Original Research ARTICLE
Real-World Impact of Survival by Period of Diagnosis in Epithelial Ovarian Cancer Between 1990 and 2014
- 1Department of Radiation Oncology, Cancer Hospital, The First Affiliated Hospital of Xiamen University, Teaching Hospital of Fujian Medical University, Xiamen, China
- 2State Key Laboratory of Oncology in South China, Department of Radiation Oncology, Sun Yat-sen University Cancer Center, Collaborative Innovation Center of Cancer Medicine, Guangzhou, China
- 3Department of Obstetrics and Gynecology, The First Affiliated Hospital of Xiamen University, Teaching Hospital of Fujian Medical University, Xiamen, China
Introduction: Although advances in surgical and chemotherapeutic approaches have improved management of epithelial ovarian cancer (EOC) in recent decades. The mortality of EOC over time remains controversial. The aim of this study was to assess the survival trends of EOC according to period of diagnosis using real-world data.

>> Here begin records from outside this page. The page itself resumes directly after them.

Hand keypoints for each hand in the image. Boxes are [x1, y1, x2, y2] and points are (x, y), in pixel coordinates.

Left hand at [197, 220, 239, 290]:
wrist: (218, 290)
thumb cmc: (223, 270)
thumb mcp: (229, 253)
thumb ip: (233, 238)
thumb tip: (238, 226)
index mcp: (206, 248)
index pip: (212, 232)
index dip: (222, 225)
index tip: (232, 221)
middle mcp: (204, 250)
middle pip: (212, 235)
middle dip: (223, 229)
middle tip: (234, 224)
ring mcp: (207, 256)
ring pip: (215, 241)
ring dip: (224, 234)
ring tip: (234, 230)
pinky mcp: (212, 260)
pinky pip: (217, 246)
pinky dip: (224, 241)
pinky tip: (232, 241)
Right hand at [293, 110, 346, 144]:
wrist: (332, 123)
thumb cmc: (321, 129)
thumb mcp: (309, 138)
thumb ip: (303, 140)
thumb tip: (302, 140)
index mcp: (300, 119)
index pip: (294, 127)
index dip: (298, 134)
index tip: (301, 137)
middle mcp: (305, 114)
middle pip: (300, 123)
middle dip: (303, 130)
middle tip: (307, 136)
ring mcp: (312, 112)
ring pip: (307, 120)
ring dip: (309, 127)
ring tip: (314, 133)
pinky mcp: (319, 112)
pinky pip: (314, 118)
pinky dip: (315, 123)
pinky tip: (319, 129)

Methods: Patients with EOC diagnosed from 1990 to 2014 were included from the Surveillance, Epidemiology, and End Results database. The Kaplan-Meier method and multivariate Cox regression models were used to evaluate the trends in survival over time.
Results: We identified 59,763 patients diagnosed with EOC as follows: 6,586 (11.0%) in 1990–1994, 7,408 (12.4%) in 1995–1999, 15,348 (25.7%) in 2000–2004, 14,908 (24.9%) in 2005–2009, and 15,513 (26.0%) in 2010–2014. In the distant stage, the use of surgery decreased from 92.0% in 1990–1994 to 88.9% in 2010–2014. The use of chemotherapy increased from 67.4% in 1990–1994 to 75.0% in 2010–2014. The 5-year cause-specific survival (CSS) increased from 48.6% in 1990–1994 to 57.4% in 2010–2014 (P < 0.001). The 5-year overall survival (OS) increased from 42.7% in 1990–1994 to 51.7% in 2010–2014 (P < 0.001). The 5-year CSS and OS showed slight improvement in the localized stage (CSS, 91.9 vs. 93.1%; OS, 85.6 vs. 88.5%), and largely improved in the distant stage (CSS, 31.4 vs. 42.7%; OS, 26.7 vs. 37.4%) between 1990–1994 and 2010–2014. The multivariate analysis indicated that being diagnosed in the later years was related to better CSS and OS of EOC.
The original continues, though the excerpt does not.